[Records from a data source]
---
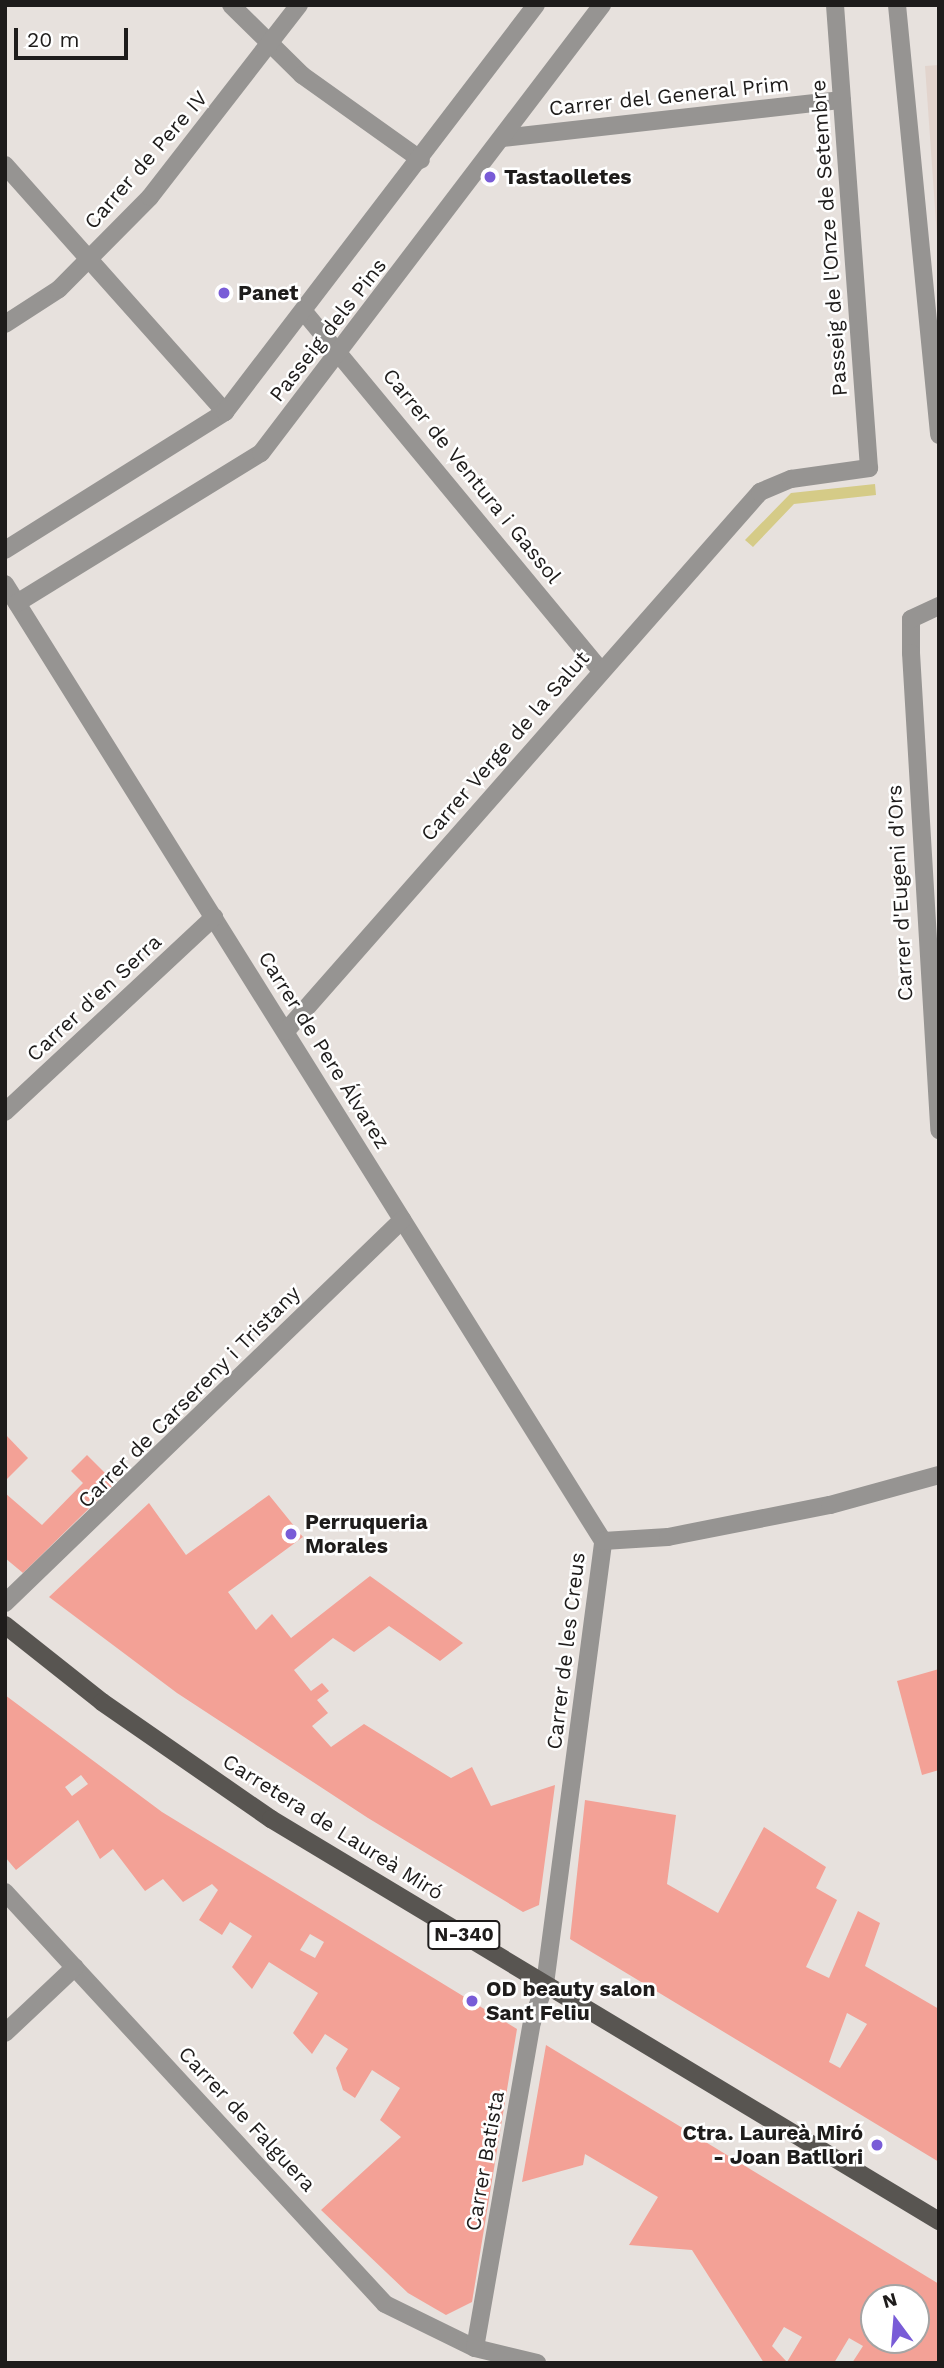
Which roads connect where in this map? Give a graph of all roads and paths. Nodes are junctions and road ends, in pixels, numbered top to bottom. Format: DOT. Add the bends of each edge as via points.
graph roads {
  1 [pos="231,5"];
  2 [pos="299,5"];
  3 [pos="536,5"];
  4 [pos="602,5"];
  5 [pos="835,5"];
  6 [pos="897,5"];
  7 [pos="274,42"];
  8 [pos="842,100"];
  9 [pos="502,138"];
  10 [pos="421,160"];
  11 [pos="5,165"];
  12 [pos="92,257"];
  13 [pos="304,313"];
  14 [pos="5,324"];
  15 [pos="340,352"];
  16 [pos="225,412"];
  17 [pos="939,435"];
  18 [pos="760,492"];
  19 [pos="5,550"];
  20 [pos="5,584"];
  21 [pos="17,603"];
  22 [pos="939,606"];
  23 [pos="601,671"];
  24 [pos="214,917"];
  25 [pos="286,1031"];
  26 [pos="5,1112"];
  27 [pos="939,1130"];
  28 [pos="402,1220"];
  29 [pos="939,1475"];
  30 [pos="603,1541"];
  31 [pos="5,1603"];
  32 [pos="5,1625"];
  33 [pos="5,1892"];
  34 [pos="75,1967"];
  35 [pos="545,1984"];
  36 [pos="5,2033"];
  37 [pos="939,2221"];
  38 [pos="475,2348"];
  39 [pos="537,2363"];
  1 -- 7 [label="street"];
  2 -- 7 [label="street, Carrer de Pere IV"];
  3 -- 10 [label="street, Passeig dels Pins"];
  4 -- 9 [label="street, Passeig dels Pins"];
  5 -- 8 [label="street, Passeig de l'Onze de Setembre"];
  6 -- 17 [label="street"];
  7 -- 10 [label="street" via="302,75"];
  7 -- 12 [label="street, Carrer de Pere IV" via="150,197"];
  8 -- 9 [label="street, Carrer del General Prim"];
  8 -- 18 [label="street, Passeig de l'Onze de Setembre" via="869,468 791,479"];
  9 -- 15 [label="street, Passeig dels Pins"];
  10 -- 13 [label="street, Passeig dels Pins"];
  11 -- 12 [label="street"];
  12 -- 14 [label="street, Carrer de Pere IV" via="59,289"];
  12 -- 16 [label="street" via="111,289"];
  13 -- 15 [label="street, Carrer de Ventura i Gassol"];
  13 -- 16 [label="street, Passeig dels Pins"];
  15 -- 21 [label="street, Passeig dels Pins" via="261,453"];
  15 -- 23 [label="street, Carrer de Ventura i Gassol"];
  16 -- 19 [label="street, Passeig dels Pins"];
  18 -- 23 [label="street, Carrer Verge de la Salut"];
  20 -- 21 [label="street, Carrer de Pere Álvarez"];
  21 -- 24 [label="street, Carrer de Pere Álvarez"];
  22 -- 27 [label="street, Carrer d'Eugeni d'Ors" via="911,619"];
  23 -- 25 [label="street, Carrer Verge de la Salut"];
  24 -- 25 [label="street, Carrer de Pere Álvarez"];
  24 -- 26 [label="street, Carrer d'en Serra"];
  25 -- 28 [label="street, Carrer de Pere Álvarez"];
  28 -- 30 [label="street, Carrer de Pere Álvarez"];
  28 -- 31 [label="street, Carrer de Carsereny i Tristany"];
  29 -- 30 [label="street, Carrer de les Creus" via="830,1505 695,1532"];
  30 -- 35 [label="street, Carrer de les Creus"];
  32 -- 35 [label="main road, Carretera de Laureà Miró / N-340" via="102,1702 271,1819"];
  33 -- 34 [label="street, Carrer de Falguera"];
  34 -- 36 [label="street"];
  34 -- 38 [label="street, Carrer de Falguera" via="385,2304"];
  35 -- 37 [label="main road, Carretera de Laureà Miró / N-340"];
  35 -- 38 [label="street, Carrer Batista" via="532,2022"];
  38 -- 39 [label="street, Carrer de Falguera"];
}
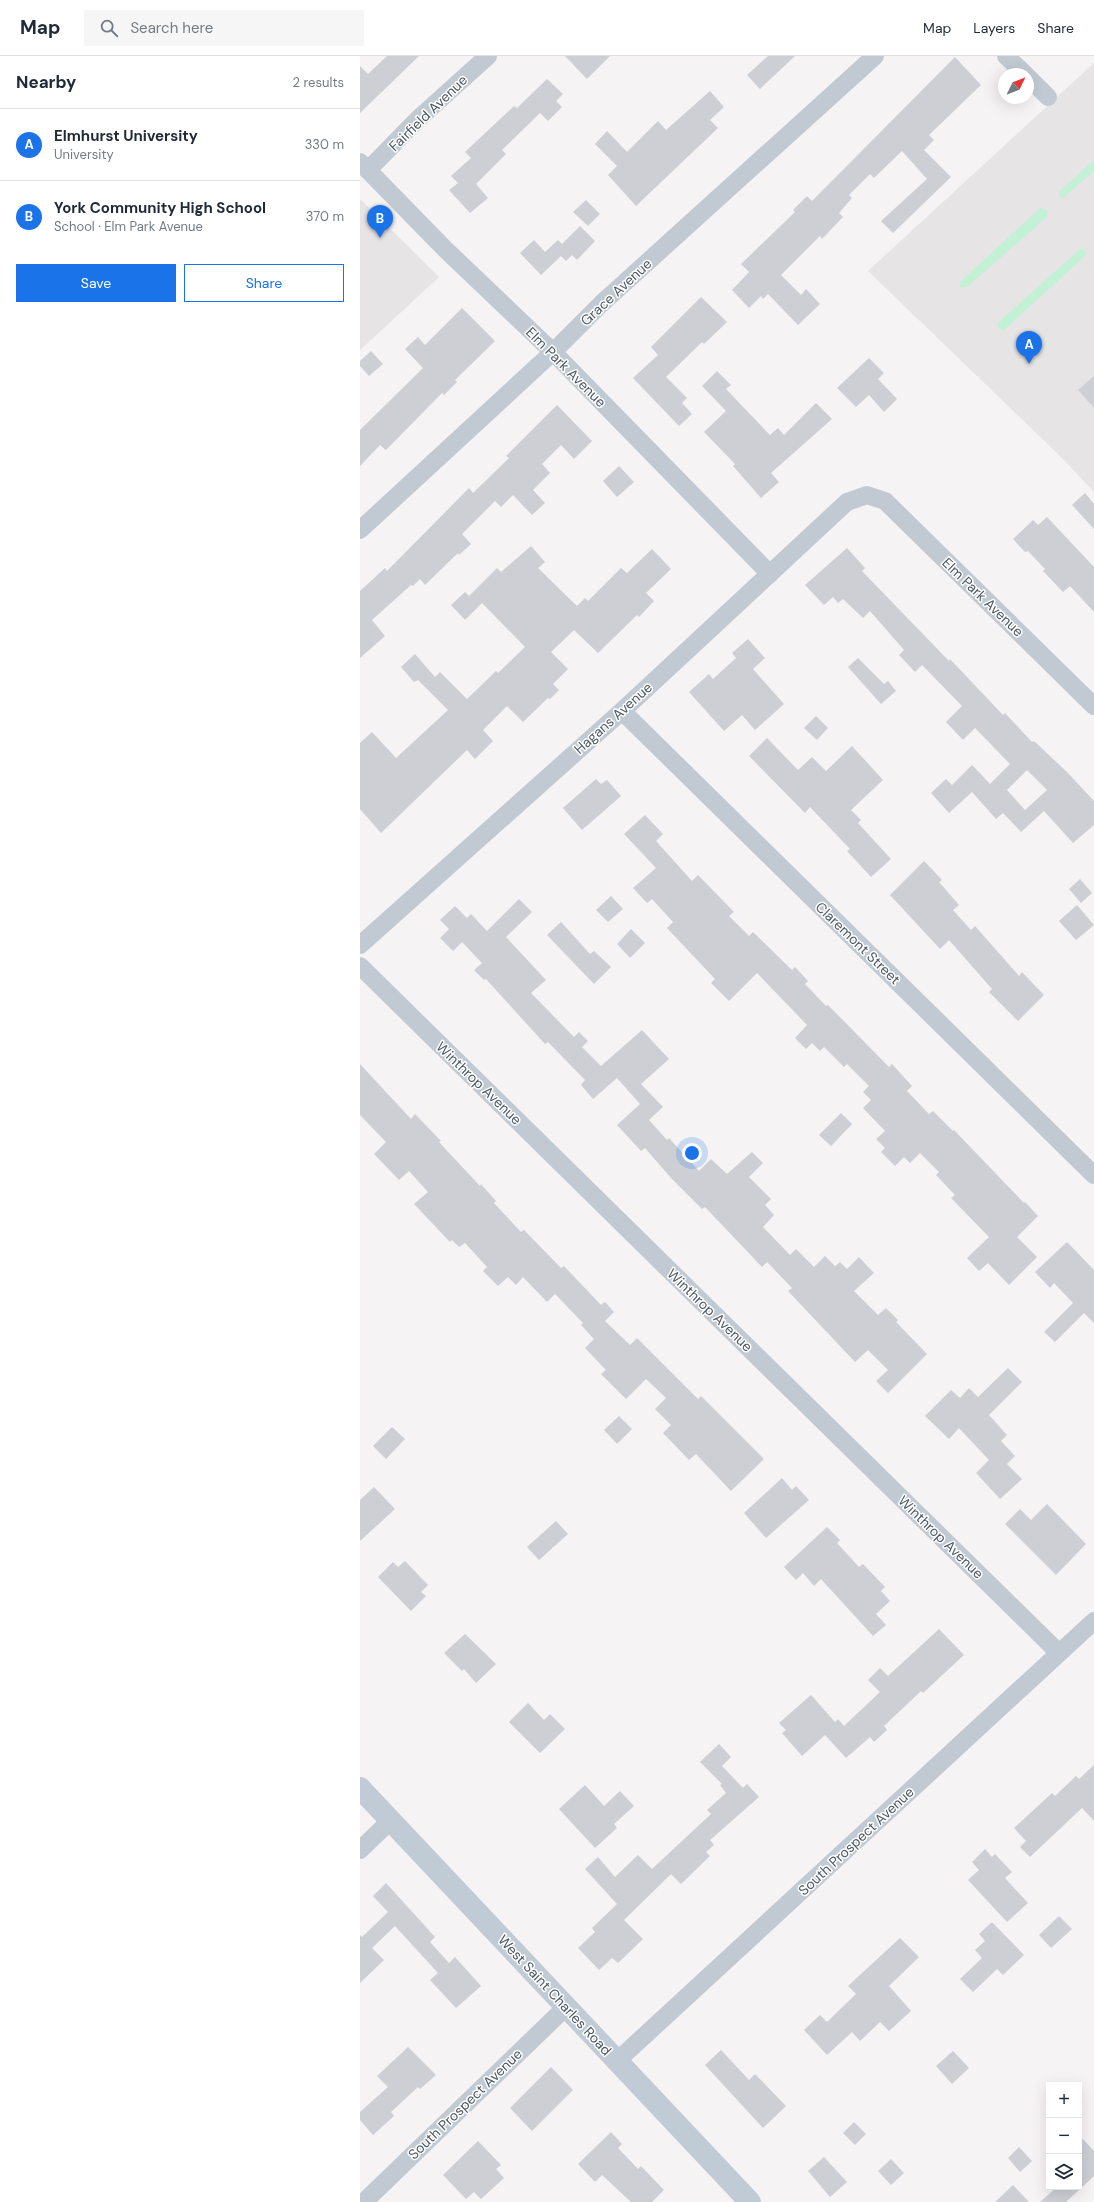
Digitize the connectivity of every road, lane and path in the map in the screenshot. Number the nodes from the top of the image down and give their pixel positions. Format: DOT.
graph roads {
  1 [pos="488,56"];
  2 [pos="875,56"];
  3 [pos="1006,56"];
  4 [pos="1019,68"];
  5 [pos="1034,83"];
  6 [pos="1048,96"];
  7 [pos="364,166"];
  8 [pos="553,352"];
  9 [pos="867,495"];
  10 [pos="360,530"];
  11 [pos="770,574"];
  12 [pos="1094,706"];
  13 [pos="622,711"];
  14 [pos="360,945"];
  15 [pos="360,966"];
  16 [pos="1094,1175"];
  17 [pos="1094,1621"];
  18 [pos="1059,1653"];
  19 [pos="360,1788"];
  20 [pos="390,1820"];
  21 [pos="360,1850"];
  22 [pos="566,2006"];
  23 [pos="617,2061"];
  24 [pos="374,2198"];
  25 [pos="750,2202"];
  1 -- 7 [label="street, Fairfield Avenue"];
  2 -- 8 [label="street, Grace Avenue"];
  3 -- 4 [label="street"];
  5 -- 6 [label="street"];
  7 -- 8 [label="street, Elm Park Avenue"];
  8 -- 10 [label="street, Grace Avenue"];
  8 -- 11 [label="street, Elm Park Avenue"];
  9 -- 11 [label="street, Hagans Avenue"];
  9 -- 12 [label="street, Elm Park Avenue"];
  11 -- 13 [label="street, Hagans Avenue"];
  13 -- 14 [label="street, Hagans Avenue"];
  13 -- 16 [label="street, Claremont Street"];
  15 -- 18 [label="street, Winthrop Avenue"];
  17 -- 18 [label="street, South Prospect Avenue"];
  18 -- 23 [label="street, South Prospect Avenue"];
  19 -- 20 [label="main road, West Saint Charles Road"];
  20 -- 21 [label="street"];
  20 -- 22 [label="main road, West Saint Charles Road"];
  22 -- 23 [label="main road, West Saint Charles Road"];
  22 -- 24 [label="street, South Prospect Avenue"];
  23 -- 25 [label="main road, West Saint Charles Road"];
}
---
_Problem statement_
Give nothing except how many lines of the records include "Álvarez".

_Expected output_
5